[Input for this task]

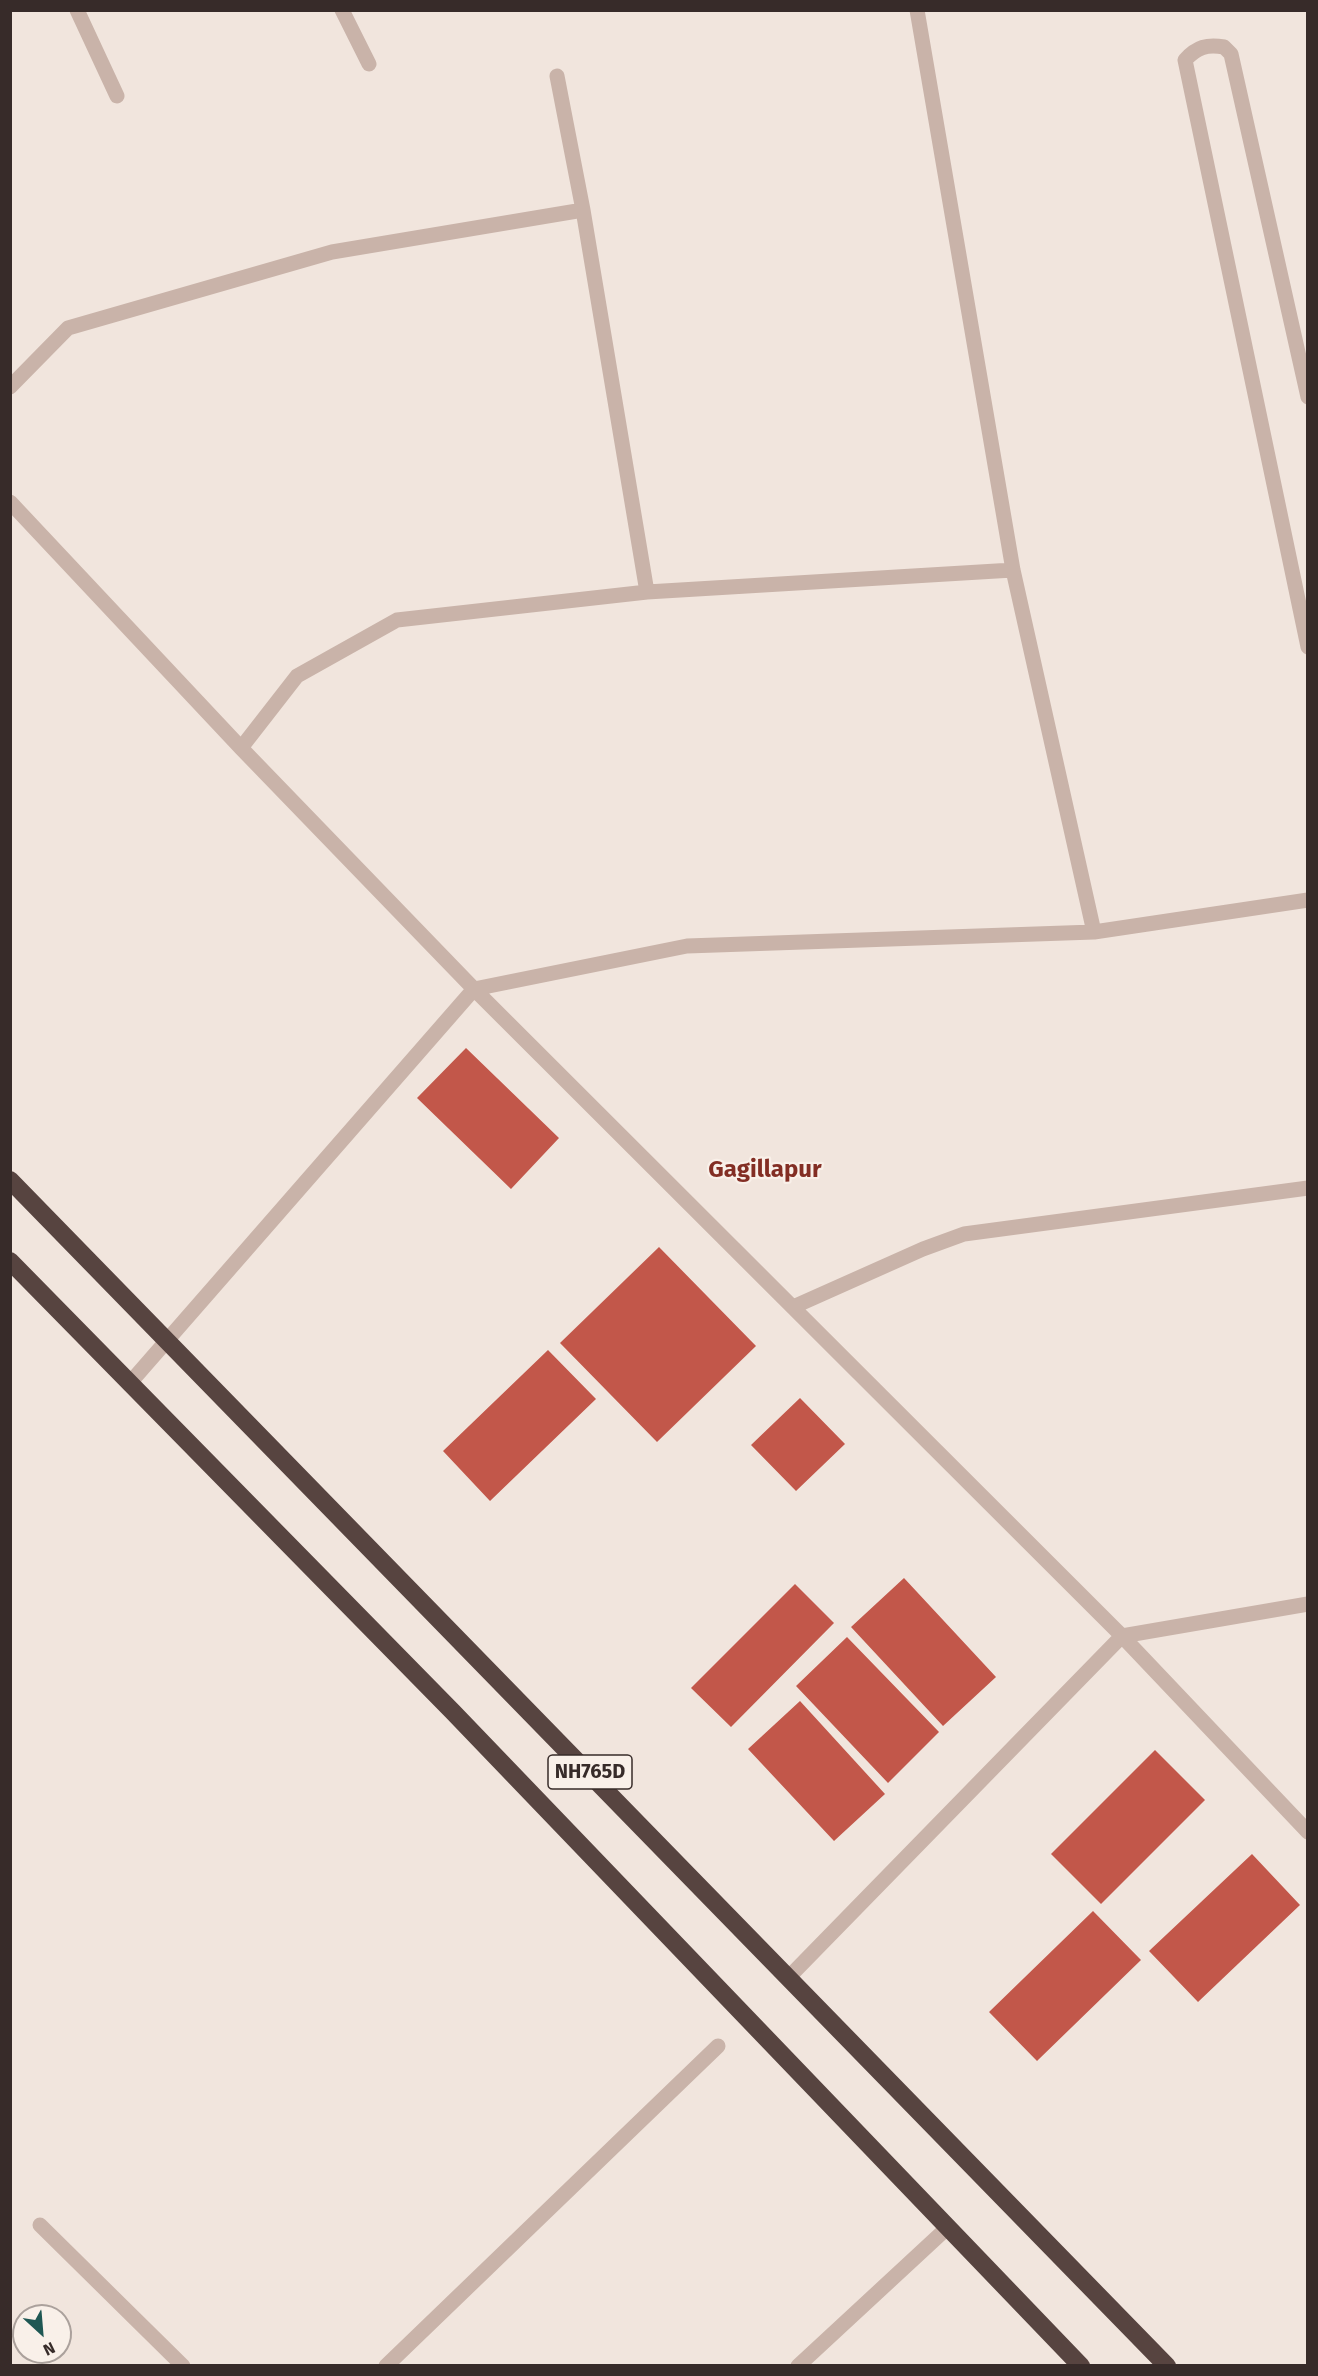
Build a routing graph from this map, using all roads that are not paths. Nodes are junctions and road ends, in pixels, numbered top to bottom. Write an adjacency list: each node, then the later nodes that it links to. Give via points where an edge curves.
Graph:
1 (77, 10): 6 (street)
2 (342, 10): 4 (street)
3 (917, 10): 11 (street)
4 (369, 64)
5 (557, 76): 7 (street)
6 (117, 96)
7 (583, 210): 8 (street, via 332,252 68,328); 13 (street)
8 (10, 387)
9 (1308, 397): 12 (street, via 1231,54 1224,47 1210,45 1194,50 1185,60)
10 (10, 502): 15 (street)
11 (1013, 570): 13 (street); 17 (street)
12 (1301, 585): 14 (street)
13 (647, 592): 15 (street, via 398,620 297,676)
14 (1308, 647)
15 (241, 748): 18 (street)
16 (1308, 900): 17 (street)
17 (1094, 932): 18 (street, via 687,946)
18 (474, 989): 22 (street); 23 (street)
19 (10, 1180): 23 (highway, NH765D)
20 (1308, 1188): 22 (street, via 964,1234)
21 (10, 1261): 24 (highway, NH765D)
22 (793, 1307): 26 (street)
23 (167, 1339): 24 (street); 28 (highway, NH765D)
24 (129, 1384): 31 (highway, NH765D, via 453,1712)
25 (1308, 1604): 26 (street)
26 (1122, 1636): 27 (street); 28 (street)
27 (1308, 1832)
28 (789, 1977): 36 (highway, NH765D)
29 (718, 2046): 33 (street)
30 (40, 2225): 32 (street)
31 (947, 2228): 34 (street); 35 (highway, NH765D)
32 (183, 2366)
33 (386, 2366)
34 (798, 2366)
35 (1081, 2366)
36 (1167, 2366)

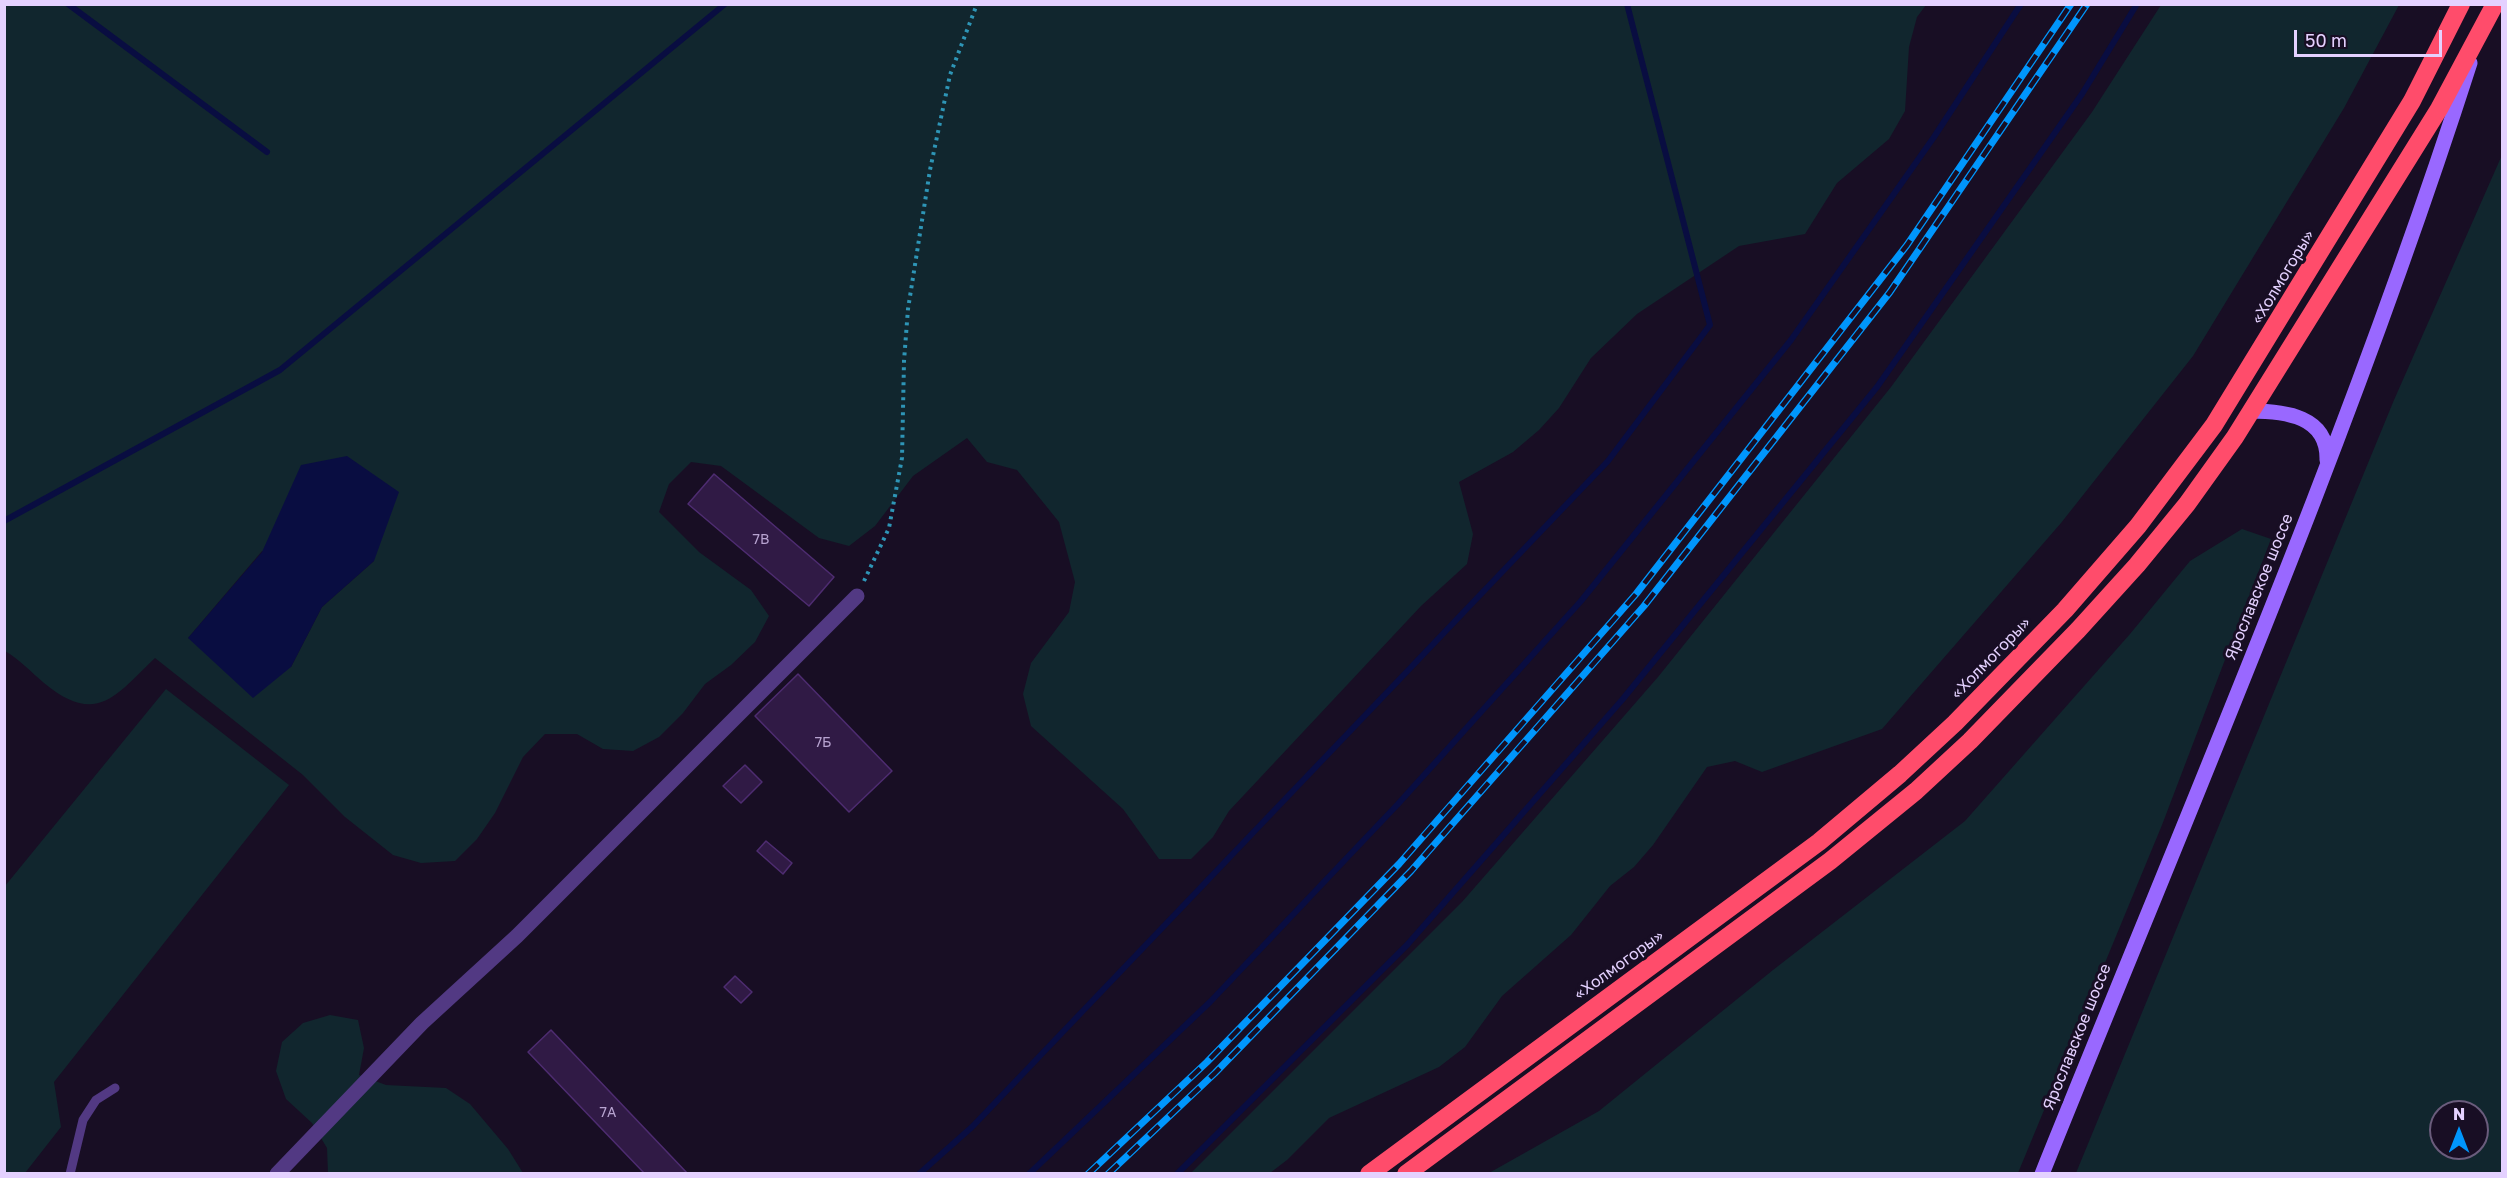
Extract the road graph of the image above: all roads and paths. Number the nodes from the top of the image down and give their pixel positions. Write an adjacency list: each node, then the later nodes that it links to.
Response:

[/Input for this task]

_Task statement_: Write the lines above out again exactly, without any of their pictures.

_Solved exercise_:
Build a routing graph from this map, using all roads that are not paths. Nodes are junctions and road ends, in pixels, numbered top to bottom. Write an adjacency list: each node, then the later nodes that it links to. Give via points where an edge curves.
Graph:
1 (77, 10): 6 (street)
2 (342, 10): 4 (street)
3 (917, 10): 11 (street)
4 (369, 64)
5 (557, 76): 7 (street)
6 (117, 96)
7 (583, 210): 8 (street, via 332,252 68,328); 13 (street)
8 (10, 387)
9 (1308, 397): 12 (street, via 1231,54 1224,47 1210,45 1194,50 1185,60)
10 (10, 502): 15 (street)
11 (1013, 570): 13 (street); 17 (street)
12 (1301, 585): 14 (street)
13 (647, 592): 15 (street, via 398,620 297,676)
14 (1308, 647)
15 (241, 748): 18 (street)
16 (1308, 900): 17 (street)
17 (1094, 932): 18 (street, via 687,946)
18 (474, 989): 22 (street); 23 (street)
19 (10, 1180): 23 (highway, NH765D)
20 (1308, 1188): 22 (street, via 964,1234)
21 (10, 1261): 24 (highway, NH765D)
22 (793, 1307): 26 (street)
23 (167, 1339): 24 (street); 28 (highway, NH765D)
24 (129, 1384): 31 (highway, NH765D, via 453,1712)
25 (1308, 1604): 26 (street)
26 (1122, 1636): 27 (street); 28 (street)
27 (1308, 1832)
28 (789, 1977): 36 (highway, NH765D)
29 (718, 2046): 33 (street)
30 (40, 2225): 32 (street)
31 (947, 2228): 34 (street); 35 (highway, NH765D)
32 (183, 2366)
33 (386, 2366)
34 (798, 2366)
35 (1081, 2366)
36 (1167, 2366)

Extract the road graph of the image above: all roads and paths. Number the nodes from the top of the image down and give their pixel positions. Write an adjacency list: each node, then the later nodes that it links to.
Response:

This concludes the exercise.